Exercise description: Your answer should consist only of the lines below from the one with "c.select_font_face(family, cairo.FONT_SLANT_ITALIC if" through the one with "c.restore()", copied exactly.

Task data:
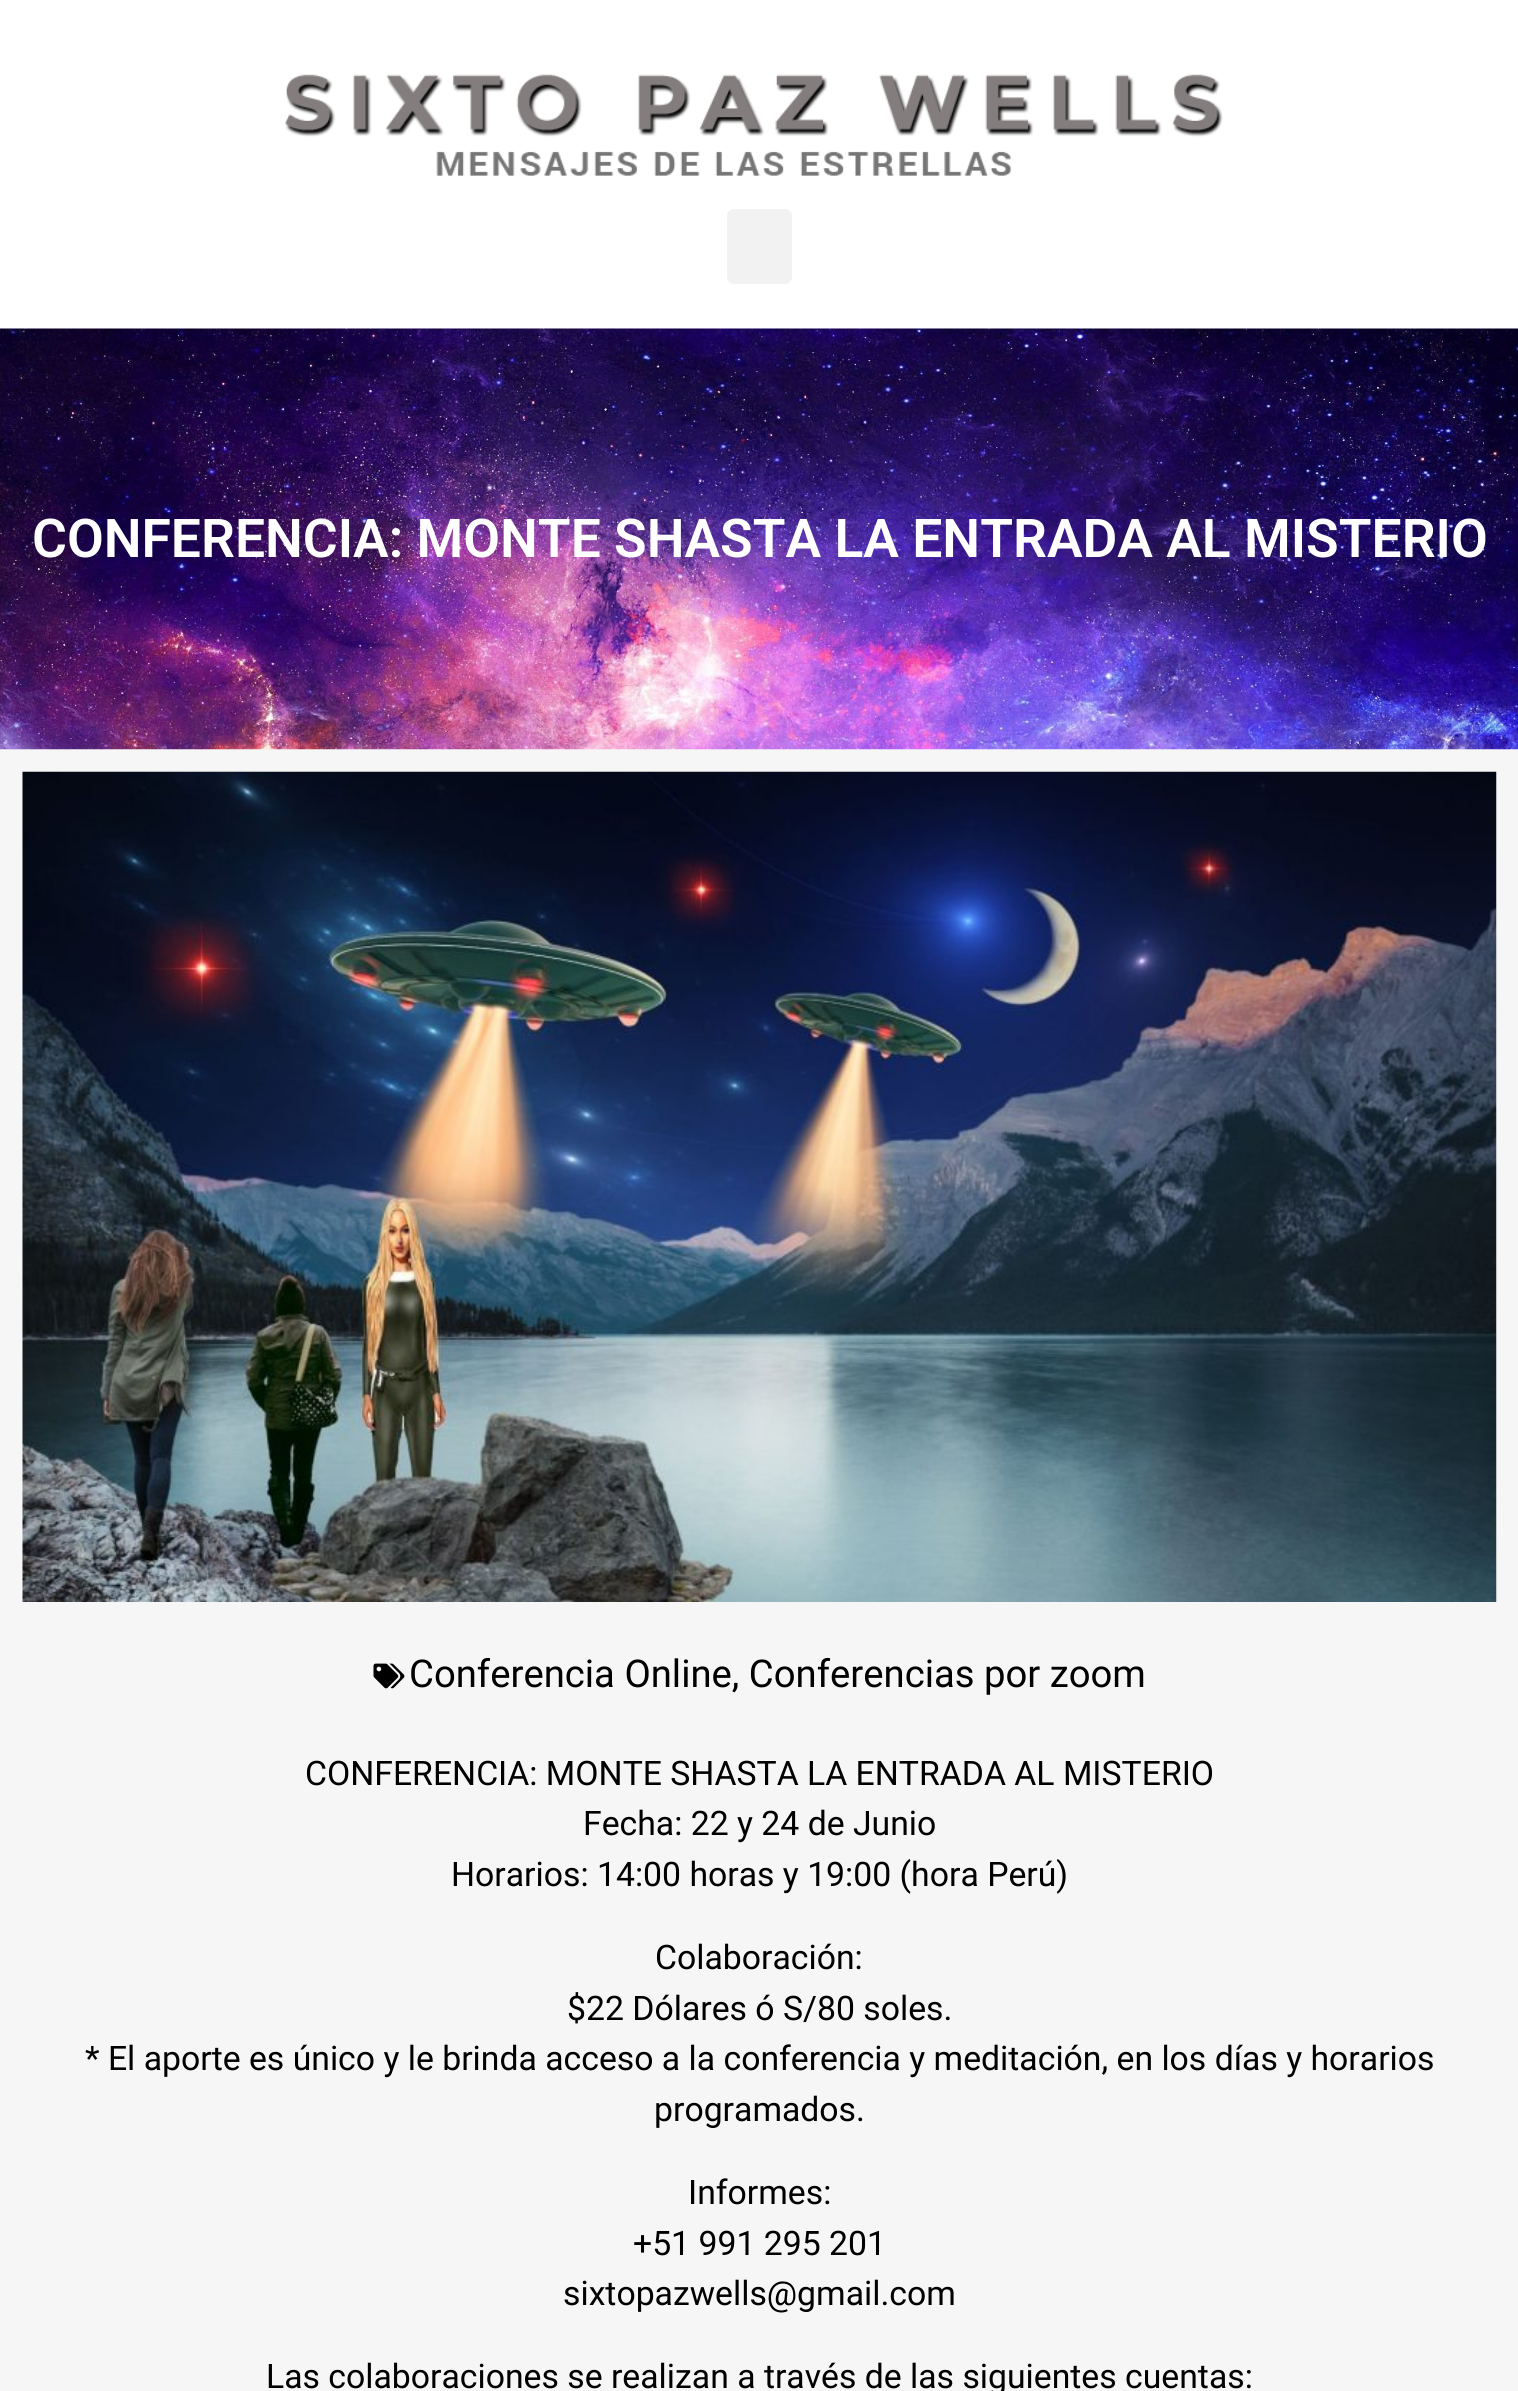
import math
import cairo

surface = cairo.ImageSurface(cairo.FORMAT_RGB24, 1518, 2391)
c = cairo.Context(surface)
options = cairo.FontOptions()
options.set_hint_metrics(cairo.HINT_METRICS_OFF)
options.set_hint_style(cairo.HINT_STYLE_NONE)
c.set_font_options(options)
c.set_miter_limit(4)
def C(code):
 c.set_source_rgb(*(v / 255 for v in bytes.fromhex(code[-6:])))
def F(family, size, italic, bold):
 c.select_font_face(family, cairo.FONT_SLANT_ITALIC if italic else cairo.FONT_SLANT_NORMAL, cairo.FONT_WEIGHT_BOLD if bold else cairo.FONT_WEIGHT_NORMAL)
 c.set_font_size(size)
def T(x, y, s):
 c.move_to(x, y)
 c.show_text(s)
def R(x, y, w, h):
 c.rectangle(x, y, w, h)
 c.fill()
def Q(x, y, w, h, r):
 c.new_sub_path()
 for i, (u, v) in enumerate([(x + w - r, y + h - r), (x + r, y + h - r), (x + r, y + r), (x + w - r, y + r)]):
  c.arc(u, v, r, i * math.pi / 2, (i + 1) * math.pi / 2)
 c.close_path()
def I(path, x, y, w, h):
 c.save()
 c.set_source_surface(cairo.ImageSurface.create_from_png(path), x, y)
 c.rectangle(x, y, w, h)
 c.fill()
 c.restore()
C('f6f6f6')
c.paint()
C('ffffff')
R(0,0,1518,329)
I('1.png',285,74,938,102)
C('f2f2f2')
Q(727,209,65,75,7)
c.fill()
I('2.png',0,328,1518,422)
F('Roboto SemiBold',53.4,0,0)
C('ffffff')
T(32,557,'CONFERENCIA: MONTE SHASTA LA ENTRADA AL MISTERIO')
I('3.png',22,771,1475,831)
I('4.png',373,1663,32,26)
F('Roboto',38.25,0,0)
C('000000')
T(409,1687,'Conferencia Online, Conferencias por zoom')
F('Roboto',33.75,0,0)
T(305,1785,'CONFERENCIA: MONTE SHASTA LA ENTRADA AL MISTERIO')
T(583,1835,'Fecha: 22 y 24 de Junio')
T(451,1886,'Horarios: 14:00 horas y 19:00 (hora Perú)')
T(655,1969,'Colaboración:')
T(567,2020,'$22 Dólares ó S/80 soles.')
T(85,2070,'* El aporte es único y le brinda acceso a la conferencia y meditación, en los días y horarios')
T(654,2121,'programados.')
T(688,2204,'Informes:')
T(633,2255,'+51 991 295 201')
T(563,2305,'sixtopazwells@gmail.com')
T(266,2388,'Las colaboraciones se realizan a través de las siguientes cuentas:')
surface.write_to_png('o.png')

Answer:
 c.select_font_face(family, cairo.FONT_SLANT_ITALIC if italic else cairo.FONT_SLANT_NORMAL, cairo.FONT_WEIGHT_BOLD if bold else cairo.FONT_WEIGHT_NORMAL)
 c.set_font_size(size)
def T(x, y, s):
 c.move_to(x, y)
 c.show_text(s)
def R(x, y, w, h):
 c.rectangle(x, y, w, h)
 c.fill()
def Q(x, y, w, h, r):
 c.new_sub_path()
 for i, (u, v) in enumerate([(x + w - r, y + h - r), (x + r, y + h - r), (x + r, y + r), (x + w - r, y + r)]):
  c.arc(u, v, r, i * math.pi / 2, (i + 1) * math.pi / 2)
 c.close_path()
def I(path, x, y, w, h):
 c.save()
 c.set_source_surface(cairo.ImageSurface.create_from_png(path), x, y)
 c.rectangle(x, y, w, h)
 c.fill()
 c.restore()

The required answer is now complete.